Range to output from the entries below: the line containing "Which roads connect" through the line containing "Digitize the connectivity". Set it down exactly, ends included, nothing else.

### EXTRACTED MATERIAL
'''

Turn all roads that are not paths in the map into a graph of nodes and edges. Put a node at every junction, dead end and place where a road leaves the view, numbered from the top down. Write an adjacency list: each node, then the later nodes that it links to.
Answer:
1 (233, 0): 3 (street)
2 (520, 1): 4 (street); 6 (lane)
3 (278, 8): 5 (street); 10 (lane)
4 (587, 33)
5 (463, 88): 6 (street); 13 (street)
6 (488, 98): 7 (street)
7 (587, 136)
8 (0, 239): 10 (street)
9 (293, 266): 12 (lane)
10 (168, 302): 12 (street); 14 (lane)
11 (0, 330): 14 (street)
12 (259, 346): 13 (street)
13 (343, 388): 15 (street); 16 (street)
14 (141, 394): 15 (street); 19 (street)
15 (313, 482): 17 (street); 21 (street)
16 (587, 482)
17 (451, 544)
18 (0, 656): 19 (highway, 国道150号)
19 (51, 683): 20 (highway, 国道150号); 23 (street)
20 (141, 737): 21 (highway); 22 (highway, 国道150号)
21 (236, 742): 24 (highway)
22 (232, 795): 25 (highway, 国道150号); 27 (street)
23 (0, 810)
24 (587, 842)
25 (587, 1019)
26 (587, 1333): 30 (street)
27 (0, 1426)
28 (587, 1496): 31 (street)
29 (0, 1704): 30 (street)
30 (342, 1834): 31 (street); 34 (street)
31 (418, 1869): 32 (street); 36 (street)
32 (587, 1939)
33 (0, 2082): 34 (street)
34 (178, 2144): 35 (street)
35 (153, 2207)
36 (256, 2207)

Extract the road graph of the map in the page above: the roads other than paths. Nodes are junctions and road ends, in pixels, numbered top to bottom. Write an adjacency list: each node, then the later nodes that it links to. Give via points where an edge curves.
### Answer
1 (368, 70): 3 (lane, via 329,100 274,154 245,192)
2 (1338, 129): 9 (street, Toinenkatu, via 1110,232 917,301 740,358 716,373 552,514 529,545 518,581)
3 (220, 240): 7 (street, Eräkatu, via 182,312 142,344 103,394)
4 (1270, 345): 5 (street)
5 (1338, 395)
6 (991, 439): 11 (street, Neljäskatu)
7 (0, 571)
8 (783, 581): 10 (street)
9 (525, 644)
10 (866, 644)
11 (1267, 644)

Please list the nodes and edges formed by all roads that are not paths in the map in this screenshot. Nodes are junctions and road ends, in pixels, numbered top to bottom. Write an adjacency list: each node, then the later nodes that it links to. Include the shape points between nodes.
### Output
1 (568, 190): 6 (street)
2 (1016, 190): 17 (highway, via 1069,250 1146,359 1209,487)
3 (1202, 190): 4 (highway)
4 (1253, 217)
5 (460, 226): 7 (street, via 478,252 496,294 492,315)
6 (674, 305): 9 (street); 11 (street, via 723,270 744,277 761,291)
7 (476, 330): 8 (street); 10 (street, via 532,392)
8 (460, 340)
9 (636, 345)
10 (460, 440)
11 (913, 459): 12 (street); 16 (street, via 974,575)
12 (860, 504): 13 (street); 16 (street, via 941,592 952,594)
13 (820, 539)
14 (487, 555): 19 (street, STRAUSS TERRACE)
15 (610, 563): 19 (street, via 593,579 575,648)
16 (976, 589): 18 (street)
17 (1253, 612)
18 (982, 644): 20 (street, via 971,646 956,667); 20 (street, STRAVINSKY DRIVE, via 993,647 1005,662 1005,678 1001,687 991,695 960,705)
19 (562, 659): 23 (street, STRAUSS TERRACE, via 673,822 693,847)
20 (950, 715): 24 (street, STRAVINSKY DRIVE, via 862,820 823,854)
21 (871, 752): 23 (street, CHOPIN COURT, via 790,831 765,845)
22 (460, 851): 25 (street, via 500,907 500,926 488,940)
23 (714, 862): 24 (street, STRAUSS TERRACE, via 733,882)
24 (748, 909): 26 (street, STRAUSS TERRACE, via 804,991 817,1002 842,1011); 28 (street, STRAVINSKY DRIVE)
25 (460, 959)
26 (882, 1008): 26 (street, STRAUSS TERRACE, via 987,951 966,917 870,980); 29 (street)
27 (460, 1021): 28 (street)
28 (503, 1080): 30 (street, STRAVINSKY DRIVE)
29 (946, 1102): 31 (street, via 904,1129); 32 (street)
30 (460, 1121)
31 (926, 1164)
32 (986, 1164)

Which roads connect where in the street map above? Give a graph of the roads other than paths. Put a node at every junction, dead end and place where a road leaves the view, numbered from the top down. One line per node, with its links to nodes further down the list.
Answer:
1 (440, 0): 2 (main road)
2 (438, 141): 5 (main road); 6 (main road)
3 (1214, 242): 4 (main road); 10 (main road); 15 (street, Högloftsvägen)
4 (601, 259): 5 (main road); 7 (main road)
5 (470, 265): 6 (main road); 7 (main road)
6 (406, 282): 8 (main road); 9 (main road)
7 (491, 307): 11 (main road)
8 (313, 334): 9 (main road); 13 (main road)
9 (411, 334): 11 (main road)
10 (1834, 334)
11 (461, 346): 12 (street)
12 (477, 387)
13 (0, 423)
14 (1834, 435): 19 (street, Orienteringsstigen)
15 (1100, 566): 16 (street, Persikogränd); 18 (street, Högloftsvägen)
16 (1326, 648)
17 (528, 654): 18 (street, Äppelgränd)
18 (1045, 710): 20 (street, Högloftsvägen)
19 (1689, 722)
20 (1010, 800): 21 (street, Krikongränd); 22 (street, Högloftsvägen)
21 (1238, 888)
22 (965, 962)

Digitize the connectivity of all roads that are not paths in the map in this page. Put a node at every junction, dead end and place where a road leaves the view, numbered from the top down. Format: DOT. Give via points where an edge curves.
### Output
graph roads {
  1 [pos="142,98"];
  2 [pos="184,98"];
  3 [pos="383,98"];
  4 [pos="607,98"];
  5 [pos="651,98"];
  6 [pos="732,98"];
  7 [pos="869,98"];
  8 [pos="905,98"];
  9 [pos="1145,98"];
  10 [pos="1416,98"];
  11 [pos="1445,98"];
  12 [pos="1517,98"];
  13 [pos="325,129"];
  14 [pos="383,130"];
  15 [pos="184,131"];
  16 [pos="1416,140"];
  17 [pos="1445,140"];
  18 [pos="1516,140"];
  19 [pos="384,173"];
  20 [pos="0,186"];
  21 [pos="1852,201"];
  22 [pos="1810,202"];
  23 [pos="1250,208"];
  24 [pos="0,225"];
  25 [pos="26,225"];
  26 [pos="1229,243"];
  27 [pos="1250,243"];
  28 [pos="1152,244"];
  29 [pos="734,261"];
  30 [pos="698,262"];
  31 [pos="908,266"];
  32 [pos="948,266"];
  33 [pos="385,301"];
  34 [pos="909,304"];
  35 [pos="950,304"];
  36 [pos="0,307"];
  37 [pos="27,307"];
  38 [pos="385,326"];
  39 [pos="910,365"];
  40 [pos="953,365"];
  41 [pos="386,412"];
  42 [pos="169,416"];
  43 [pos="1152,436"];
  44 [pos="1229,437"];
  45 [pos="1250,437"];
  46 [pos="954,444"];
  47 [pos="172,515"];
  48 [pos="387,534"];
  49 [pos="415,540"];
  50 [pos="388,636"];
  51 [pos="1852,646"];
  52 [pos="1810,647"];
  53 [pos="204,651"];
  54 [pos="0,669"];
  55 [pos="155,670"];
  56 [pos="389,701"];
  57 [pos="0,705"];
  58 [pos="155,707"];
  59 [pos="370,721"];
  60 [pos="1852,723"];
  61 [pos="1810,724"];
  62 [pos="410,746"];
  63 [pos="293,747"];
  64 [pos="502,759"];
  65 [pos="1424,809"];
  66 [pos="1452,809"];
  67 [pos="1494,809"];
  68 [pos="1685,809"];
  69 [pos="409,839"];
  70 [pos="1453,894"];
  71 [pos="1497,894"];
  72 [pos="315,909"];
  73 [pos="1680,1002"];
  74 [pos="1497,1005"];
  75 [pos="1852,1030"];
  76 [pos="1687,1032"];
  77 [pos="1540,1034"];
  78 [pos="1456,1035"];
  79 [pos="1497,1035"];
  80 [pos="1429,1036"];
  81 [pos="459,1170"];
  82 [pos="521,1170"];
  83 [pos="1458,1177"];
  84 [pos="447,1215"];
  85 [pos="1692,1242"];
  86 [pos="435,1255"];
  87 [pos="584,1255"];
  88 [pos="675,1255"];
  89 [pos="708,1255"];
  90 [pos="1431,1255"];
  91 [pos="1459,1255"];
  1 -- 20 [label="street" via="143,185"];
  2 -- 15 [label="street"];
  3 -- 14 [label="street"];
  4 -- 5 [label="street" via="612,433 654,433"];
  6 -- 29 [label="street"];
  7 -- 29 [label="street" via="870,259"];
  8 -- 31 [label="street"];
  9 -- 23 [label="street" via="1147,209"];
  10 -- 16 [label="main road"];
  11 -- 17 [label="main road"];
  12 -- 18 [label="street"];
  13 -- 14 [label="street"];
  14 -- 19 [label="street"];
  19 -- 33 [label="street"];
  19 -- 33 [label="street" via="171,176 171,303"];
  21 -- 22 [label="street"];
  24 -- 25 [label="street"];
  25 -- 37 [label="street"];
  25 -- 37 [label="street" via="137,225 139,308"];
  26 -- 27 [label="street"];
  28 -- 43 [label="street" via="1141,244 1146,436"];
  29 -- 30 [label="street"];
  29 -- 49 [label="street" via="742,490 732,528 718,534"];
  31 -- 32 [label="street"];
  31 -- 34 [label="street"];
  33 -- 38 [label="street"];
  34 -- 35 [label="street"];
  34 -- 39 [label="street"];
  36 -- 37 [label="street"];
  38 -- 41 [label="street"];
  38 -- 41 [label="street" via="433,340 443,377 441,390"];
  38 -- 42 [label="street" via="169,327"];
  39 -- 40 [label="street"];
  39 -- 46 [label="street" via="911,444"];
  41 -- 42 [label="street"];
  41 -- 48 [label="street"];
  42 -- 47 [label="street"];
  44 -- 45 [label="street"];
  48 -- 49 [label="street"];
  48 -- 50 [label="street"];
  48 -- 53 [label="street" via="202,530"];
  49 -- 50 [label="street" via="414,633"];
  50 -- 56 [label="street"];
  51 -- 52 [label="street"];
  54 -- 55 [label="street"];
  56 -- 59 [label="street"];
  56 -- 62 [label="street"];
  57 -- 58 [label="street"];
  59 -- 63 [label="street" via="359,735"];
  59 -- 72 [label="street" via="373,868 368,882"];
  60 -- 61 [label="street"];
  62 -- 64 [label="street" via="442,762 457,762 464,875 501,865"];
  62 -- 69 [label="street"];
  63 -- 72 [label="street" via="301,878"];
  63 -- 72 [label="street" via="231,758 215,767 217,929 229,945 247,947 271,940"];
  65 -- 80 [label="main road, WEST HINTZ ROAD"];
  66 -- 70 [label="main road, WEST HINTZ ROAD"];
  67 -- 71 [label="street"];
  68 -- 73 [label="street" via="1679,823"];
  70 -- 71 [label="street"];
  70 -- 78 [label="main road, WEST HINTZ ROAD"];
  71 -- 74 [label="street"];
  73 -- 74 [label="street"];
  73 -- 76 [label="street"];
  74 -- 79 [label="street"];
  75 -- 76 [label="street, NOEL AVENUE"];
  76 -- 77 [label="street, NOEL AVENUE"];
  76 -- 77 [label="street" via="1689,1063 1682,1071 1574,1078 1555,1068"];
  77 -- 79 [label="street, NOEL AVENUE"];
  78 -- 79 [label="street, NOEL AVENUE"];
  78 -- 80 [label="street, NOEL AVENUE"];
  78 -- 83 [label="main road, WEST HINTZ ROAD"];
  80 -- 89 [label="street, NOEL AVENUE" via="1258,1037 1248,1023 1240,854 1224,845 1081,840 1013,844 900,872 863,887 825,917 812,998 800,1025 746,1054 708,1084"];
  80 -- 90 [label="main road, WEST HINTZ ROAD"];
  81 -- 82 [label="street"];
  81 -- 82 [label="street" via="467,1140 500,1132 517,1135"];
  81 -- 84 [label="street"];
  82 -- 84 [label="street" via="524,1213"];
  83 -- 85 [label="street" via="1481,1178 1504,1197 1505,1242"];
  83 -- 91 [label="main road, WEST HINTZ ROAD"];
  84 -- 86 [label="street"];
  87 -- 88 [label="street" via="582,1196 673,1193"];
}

'''

### RESPONSE
Which roads connect where in the street map above? Give a graph of the roads other than paths. Put a node at every junction, dead end and place where a road leaves the view, numbered from the top down. One line per node, with its links to nodes further down the list.
Answer:
1 (440, 0): 2 (main road)
2 (438, 141): 5 (main road); 6 (main road)
3 (1214, 242): 4 (main road); 10 (main road); 15 (street, Högloftsvägen)
4 (601, 259): 5 (main road); 7 (main road)
5 (470, 265): 6 (main road); 7 (main road)
6 (406, 282): 8 (main road); 9 (main road)
7 (491, 307): 11 (main road)
8 (313, 334): 9 (main road); 13 (main road)
9 (411, 334): 11 (main road)
10 (1834, 334)
11 (461, 346): 12 (street)
12 (477, 387)
13 (0, 423)
14 (1834, 435): 19 (street, Orienteringsstigen)
15 (1100, 566): 16 (street, Persikogränd); 18 (street, Högloftsvägen)
16 (1326, 648)
17 (528, 654): 18 (street, Äppelgränd)
18 (1045, 710): 20 (street, Högloftsvägen)
19 (1689, 722)
20 (1010, 800): 21 (street, Krikongränd); 22 (street, Högloftsvägen)
21 (1238, 888)
22 (965, 962)

Digitize the connectivity of all roads that are not paths in the map in this page. Put a node at every junction, dead end and place where a road leaves the view, numbered from the top down. Format: DOT. Give via points where an edge curves.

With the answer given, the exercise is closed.